**What you will do:** Search the records for the word "lane" and copy every line in which it occurs.

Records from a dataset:
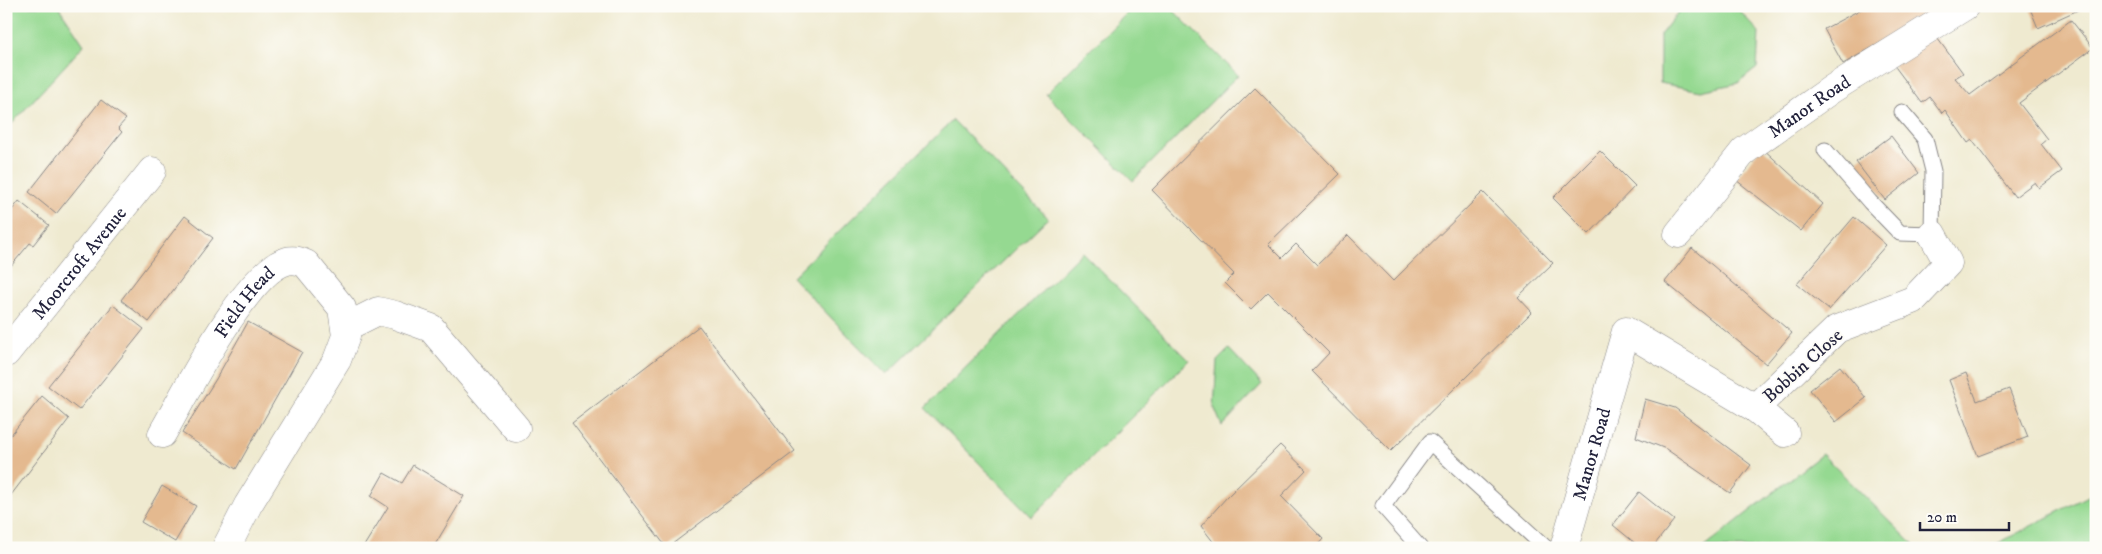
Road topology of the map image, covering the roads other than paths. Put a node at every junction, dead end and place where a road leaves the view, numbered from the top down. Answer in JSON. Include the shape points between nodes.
{"nodes":[{"id":1,"x":1965,"y":6,"type":"edge"},
{"id":2,"x":1902,"y":112,"type":"dead end"},
{"id":3,"x":1825,"y":150,"type":"dead end"},
{"id":4,"x":152,"y":171,"type":"dead end"},
{"id":5,"x":1678,"y":234,"type":"dead end"},
{"id":6,"x":1932,"y":234,"type":"junction"},
{"id":7,"x":346,"y":327,"type":"junction"},
{"id":8,"x":1626,"y":331,"type":"joint"},
{"id":9,"x":6,"y":353,"type":"edge"},
{"id":10,"x":1755,"y":408,"type":"junction"},
{"id":11,"x":516,"y":428,"type":"dead end"},
{"id":12,"x":1785,"y":433,"type":"dead end"},
{"id":13,"x":162,"y":434,"type":"dead end"},
{"id":14,"x":226,"y":548,"type":"edge"},
{"id":15,"x":1420,"y":548,"type":"edge"},
{"id":16,"x":1546,"y":548,"type":"edge"},
{"id":17,"x":1564,"y":548,"type":"edge"}],
"edges":[{"from":1,"to":5,"type":"street","name":"Manor Road","via":[[1832,89],[1744,151]]},
{"from":2,"to":6,"type":"lane","via":[[1925,139],[1933,171]]},
{"from":3,"to":6,"type":"lane","via":[[1900,234]]},
{"from":4,"to":9,"type":"street","name":"Moorcroft Avenue"},
{"from":6,"to":10,"type":"street","name":"Bobbin Close","via":[[1948,263],[1913,300],[1837,329]]},
{"from":7,"to":11,"type":"street","via":[[378,311],[431,328]]},
{"from":7,"to":13,"type":"street","name":"Field Head","via":[[342,308],[306,264],[297,260],[282,263],[254,286],[224,325]]},
{"from":7,"to":14,"type":"street","via":[[337,360],[248,505]]},
{"from":8,"to":10,"type":"street","name":"Bobbin Close"},
{"from":8,"to":17,"type":"street","name":"Manor Road"},
{"from":10,"to":12,"type":"street","name":"Bobbin Close"},
{"from":15,"to":16,"type":"lane","via":[[1383,506],[1430,442]]}]}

**Answer box:**
{"from":2,"to":6,"type":"lane","via":[[1925,139],[1933,171]]},
{"from":3,"to":6,"type":"lane","via":[[1900,234]]},
{"from":15,"to":16,"type":"lane","via":[[1383,506],[1430,442]]}]}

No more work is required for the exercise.